AMD_F19H_ZEN3_EVENTS(3CPC) CPU Performance Counters Library Functions
NAME
amd_f19h_zen3_events - AMD Family 19h Zen3 processor performance
monitoring events
DESCRIPTION
This manual page describes events specfic to AMD Family 19h Zen3
processors. For more information, please consult the appropriate AMD
BIOS and Kernel Developer's guide or Open-Source Register Reference.
Each of the events listed below includes the AMD mnemonic which matches
the name found in the AMD manual and a brief summary of the event. If
available, a more detailed description of the event follows and then
any additional unit values that modify the event. Each unit can be
combined to create a new event in the system by placing the '.'
character between the event name and the unit name.

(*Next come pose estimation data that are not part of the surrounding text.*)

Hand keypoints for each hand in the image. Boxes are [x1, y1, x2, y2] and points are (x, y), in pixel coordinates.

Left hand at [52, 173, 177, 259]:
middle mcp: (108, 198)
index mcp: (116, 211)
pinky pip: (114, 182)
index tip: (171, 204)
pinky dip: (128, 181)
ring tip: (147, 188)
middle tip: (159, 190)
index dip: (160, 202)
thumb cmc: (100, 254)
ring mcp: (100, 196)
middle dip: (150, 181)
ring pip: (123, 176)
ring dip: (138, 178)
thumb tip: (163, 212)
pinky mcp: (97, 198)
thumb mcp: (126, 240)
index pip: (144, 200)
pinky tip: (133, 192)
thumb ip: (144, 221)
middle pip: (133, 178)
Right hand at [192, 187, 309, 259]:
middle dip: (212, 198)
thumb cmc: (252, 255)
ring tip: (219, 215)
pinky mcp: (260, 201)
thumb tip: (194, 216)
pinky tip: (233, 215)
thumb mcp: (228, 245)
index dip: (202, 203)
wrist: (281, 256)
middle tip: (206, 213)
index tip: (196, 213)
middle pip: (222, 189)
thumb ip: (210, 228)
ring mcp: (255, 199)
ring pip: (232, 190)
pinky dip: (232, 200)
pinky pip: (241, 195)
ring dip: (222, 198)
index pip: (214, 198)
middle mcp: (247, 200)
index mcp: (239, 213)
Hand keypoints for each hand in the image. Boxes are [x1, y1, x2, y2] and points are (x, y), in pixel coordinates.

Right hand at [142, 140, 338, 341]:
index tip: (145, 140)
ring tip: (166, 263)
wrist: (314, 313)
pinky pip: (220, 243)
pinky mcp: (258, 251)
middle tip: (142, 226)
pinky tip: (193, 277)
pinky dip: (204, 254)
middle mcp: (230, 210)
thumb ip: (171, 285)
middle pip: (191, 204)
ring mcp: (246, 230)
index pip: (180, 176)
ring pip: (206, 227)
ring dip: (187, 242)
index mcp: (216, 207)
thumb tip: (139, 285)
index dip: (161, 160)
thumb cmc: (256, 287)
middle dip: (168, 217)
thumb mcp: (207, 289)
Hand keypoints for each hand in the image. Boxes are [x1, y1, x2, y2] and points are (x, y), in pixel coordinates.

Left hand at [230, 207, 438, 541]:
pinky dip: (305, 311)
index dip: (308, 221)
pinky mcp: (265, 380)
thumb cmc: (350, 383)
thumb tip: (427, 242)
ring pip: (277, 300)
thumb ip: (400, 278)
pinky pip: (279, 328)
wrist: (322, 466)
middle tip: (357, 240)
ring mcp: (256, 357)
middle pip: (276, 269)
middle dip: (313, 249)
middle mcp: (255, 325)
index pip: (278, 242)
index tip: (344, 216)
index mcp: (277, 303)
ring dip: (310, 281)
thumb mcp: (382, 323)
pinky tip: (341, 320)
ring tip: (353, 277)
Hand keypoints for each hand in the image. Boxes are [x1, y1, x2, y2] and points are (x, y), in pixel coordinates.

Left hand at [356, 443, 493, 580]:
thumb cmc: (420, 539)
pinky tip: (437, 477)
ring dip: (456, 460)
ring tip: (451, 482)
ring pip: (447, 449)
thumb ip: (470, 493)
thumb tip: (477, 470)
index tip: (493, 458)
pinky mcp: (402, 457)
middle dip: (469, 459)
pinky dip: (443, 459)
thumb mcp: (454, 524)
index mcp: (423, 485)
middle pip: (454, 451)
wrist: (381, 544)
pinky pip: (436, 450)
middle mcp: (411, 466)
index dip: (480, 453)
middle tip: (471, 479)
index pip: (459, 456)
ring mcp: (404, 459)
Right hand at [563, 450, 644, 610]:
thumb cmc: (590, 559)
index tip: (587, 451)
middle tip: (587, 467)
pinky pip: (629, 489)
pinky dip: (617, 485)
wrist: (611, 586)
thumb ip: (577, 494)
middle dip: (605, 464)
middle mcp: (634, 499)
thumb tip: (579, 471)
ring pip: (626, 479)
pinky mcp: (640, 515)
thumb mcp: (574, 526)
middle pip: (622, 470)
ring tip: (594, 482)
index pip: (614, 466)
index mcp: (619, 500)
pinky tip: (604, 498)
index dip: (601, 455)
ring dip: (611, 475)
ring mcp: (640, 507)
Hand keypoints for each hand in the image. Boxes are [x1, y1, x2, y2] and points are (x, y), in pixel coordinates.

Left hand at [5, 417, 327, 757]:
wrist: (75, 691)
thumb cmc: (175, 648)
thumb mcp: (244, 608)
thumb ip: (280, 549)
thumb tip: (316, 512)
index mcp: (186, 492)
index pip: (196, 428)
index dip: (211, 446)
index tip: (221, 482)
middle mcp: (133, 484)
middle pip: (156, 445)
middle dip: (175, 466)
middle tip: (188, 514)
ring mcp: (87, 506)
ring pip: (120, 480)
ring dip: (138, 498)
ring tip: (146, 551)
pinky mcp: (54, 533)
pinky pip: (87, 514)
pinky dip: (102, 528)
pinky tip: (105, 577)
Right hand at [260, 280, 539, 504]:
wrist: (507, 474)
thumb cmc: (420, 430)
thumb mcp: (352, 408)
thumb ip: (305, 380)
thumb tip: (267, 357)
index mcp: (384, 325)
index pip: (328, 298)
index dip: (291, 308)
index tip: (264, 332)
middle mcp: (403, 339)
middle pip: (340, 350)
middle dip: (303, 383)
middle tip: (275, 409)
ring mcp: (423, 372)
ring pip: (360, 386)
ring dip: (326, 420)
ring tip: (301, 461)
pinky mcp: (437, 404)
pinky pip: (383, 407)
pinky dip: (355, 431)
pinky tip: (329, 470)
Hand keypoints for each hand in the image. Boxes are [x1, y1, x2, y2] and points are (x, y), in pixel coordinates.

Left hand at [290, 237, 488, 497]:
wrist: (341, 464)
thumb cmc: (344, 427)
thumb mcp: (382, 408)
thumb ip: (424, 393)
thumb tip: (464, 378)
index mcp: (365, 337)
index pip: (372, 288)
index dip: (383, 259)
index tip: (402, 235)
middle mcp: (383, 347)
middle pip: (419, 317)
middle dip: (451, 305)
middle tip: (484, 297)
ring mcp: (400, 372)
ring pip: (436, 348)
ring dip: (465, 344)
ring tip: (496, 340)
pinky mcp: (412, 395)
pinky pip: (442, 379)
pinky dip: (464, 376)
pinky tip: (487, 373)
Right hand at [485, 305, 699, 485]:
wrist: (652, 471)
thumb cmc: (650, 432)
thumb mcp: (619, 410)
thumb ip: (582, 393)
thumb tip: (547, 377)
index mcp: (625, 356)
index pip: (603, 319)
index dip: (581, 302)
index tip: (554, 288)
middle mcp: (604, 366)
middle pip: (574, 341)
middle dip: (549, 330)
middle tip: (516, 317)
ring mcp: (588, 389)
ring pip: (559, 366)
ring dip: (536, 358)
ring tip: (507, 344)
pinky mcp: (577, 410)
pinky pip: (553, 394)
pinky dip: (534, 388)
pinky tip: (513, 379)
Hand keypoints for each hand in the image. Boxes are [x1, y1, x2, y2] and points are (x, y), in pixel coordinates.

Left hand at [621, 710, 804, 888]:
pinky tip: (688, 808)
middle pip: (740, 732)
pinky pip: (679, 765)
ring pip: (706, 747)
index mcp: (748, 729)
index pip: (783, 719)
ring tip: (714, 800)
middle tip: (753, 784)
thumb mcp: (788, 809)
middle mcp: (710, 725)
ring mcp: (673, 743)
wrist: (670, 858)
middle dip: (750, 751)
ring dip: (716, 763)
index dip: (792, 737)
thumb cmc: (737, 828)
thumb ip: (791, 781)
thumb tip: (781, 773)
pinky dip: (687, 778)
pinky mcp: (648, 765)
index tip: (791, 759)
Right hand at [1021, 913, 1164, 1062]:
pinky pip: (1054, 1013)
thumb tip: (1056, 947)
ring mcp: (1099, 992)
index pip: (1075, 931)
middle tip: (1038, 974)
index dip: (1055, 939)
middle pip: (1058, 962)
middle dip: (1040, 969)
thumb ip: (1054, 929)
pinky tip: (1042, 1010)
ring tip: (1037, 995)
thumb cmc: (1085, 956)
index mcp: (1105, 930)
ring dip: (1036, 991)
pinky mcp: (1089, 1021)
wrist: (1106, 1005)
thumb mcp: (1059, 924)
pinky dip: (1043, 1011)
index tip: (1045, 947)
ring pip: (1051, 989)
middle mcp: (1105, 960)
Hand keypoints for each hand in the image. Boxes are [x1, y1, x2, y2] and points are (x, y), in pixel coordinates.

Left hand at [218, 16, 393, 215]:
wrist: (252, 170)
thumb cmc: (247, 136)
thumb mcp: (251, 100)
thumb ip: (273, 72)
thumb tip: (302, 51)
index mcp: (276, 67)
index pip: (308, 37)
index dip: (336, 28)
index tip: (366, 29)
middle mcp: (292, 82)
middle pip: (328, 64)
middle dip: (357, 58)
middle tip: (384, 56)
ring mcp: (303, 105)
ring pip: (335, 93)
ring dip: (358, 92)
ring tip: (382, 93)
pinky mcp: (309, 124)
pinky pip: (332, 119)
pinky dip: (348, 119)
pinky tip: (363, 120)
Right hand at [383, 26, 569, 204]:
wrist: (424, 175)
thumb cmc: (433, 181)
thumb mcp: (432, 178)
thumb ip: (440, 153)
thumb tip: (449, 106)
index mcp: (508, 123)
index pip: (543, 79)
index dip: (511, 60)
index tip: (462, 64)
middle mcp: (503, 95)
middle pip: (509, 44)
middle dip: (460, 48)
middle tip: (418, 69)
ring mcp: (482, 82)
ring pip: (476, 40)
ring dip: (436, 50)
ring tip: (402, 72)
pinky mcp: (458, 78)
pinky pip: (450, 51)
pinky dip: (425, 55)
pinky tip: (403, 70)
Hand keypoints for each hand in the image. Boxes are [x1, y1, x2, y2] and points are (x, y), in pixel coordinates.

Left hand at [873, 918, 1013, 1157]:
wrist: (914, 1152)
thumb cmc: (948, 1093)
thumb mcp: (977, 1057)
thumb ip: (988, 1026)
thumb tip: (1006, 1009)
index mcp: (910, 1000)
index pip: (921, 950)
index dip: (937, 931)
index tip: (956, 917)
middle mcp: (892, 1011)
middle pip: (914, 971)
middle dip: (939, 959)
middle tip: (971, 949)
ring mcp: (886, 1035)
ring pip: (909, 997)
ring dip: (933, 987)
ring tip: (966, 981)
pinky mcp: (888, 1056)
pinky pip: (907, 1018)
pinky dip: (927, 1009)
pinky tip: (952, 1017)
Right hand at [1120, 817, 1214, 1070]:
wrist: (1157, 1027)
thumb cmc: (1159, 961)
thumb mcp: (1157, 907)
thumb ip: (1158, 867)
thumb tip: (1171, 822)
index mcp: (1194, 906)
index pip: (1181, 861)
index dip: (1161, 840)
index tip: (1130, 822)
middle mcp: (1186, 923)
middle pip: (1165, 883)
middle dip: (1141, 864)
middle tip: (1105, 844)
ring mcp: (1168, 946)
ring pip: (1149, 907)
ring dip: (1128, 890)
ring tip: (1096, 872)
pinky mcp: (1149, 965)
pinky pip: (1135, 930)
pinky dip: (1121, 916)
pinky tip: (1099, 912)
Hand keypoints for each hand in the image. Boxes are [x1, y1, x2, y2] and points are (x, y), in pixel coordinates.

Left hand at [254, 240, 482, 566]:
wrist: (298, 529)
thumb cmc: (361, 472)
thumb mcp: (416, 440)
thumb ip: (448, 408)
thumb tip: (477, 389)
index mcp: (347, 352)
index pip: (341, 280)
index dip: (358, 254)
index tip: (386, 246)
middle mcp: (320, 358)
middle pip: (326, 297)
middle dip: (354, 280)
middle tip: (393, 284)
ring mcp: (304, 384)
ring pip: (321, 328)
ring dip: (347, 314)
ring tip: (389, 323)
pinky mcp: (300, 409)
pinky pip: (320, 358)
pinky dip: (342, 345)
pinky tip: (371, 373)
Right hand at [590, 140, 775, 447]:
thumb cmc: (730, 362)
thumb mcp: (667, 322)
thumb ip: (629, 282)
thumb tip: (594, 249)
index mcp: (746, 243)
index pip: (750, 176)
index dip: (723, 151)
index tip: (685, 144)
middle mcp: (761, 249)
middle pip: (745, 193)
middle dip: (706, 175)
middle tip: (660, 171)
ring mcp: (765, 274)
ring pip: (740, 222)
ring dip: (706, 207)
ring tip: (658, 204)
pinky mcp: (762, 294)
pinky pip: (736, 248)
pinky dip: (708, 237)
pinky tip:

The following events are supported:
FpRetSseAvxOps Core::X86::Pmc::Core::FpRetSseAvxOps - Retired SSE/AVX FLOPs
This is a retire-based event. The number of retired SSE/AVX
FLOPs. The number of events logged per cycle can vary from 0 to
64. This event requires the use of the MergeEvent since it can
count above 15 events per cycle. See 2.1.17.3 [Large Increment
per Cycle Events]. It does not provide a useful count without
the use of the MergeEvent.
This event has the following units which may be used to modify
the behavior of the event:
MacFLOPs Multiply-Accumulate FLOPs. Each MAC operation is
counted as 2 FLOPS.
DivFLOPs Divide/square root FLOPs.
MultFLOPs Multiply FLOPs.
AddSubFLOPs Add/subtract FLOPs.
FpRetiredSerOps Core::X86::Pmc::Core::FpRetiredSerOps - Retired Serializing Ops
The number of serializing Ops retired.
This event has the following units which may be used to modify
the behavior of the event:
SseBotRet SSE/AVX bottom-executing ops retired.
SseCtrlRet SSE/AVX control word mispredict traps.
X87BotRet x87 bottom-executing ops retired.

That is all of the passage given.